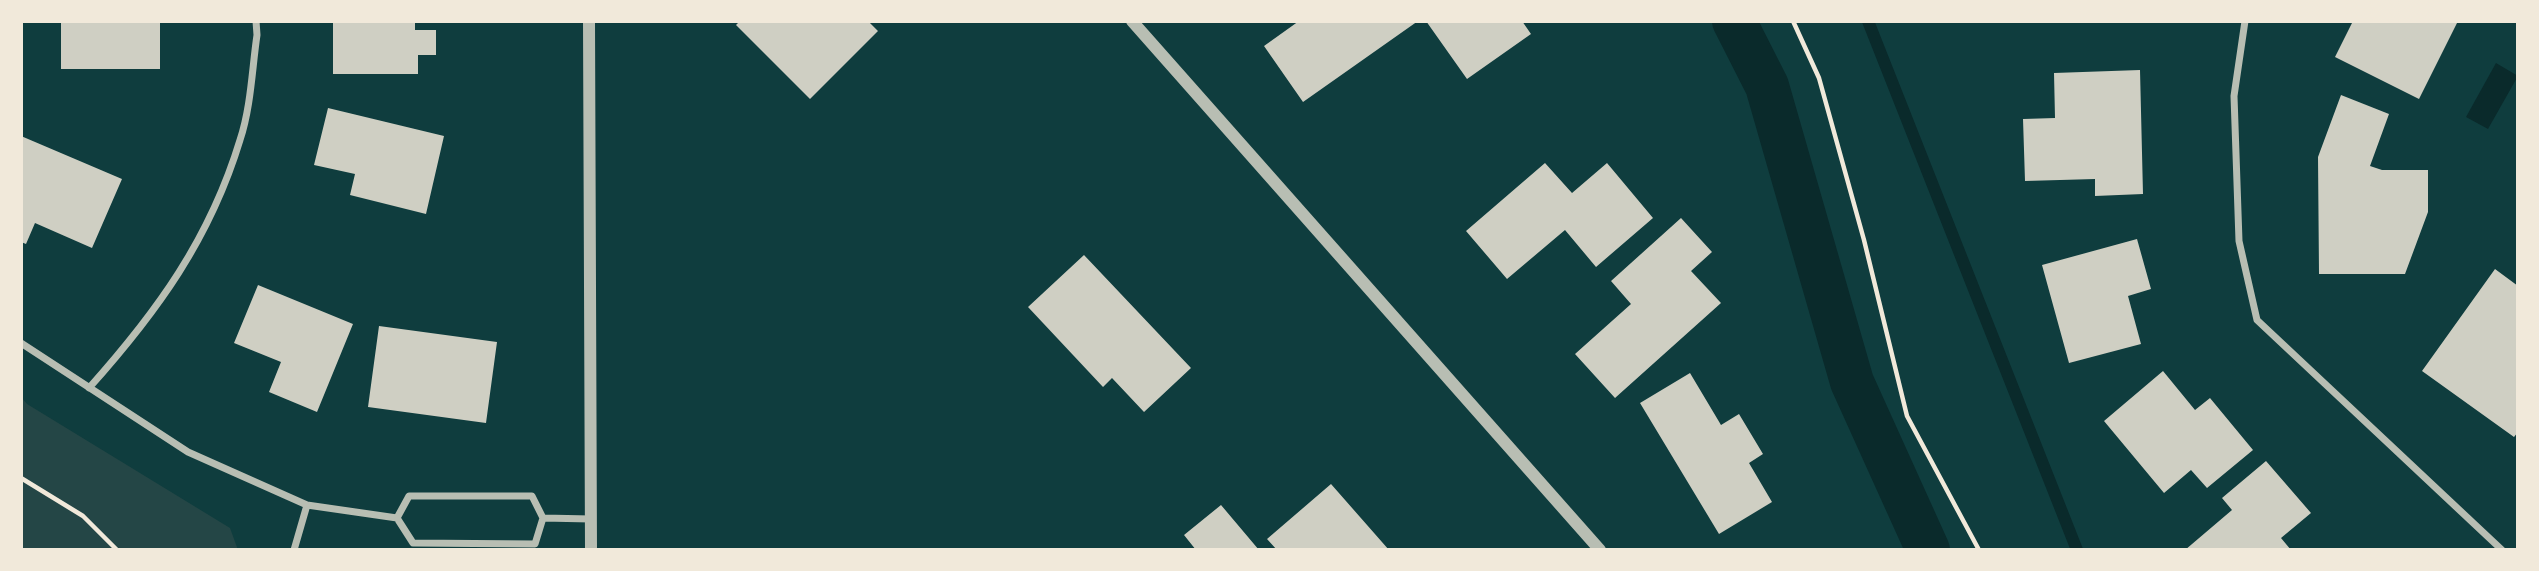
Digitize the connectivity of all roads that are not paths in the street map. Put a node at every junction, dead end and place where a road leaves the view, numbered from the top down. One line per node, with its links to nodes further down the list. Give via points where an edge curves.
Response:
1 (256, 21): 6 (street, via 241,139 201,240 142,329)
2 (589, 21): 10 (street)
3 (1132, 21): 13 (street)
4 (2245, 21): 14 (street, via 2234,96 2239,241 2257,320)
5 (21, 343): 6 (street)
6 (89, 388): 7 (street, via 188,452)
7 (307, 505): 8 (street); 11 (street)
8 (397, 518): 9 (street, via 409,496 532,496); 9 (street, via 413,543 535,544)
9 (543, 518): 10 (street)
10 (591, 519): 12 (street)
11 (295, 550)
12 (591, 550)
13 (1600, 550)
14 (2502, 550)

* [EXERCISE INSTRUCTIONS]:
Leaving each image aside, repeat the listing above exactly.

* [YOUR RESPONSE]:
Digitize the connectivity of all roads that are not paths in the street map. Put a node at every junction, dead end and place where a road leaves the view, numbered from the top down. One line per node, with its links to nodes further down the list. Give via points where an edge curves.
Response:
1 (256, 21): 6 (street, via 241,139 201,240 142,329)
2 (589, 21): 10 (street)
3 (1132, 21): 13 (street)
4 (2245, 21): 14 (street, via 2234,96 2239,241 2257,320)
5 (21, 343): 6 (street)
6 (89, 388): 7 (street, via 188,452)
7 (307, 505): 8 (street); 11 (street)
8 (397, 518): 9 (street, via 409,496 532,496); 9 (street, via 413,543 535,544)
9 (543, 518): 10 (street)
10 (591, 519): 12 (street)
11 (295, 550)
12 (591, 550)
13 (1600, 550)
14 (2502, 550)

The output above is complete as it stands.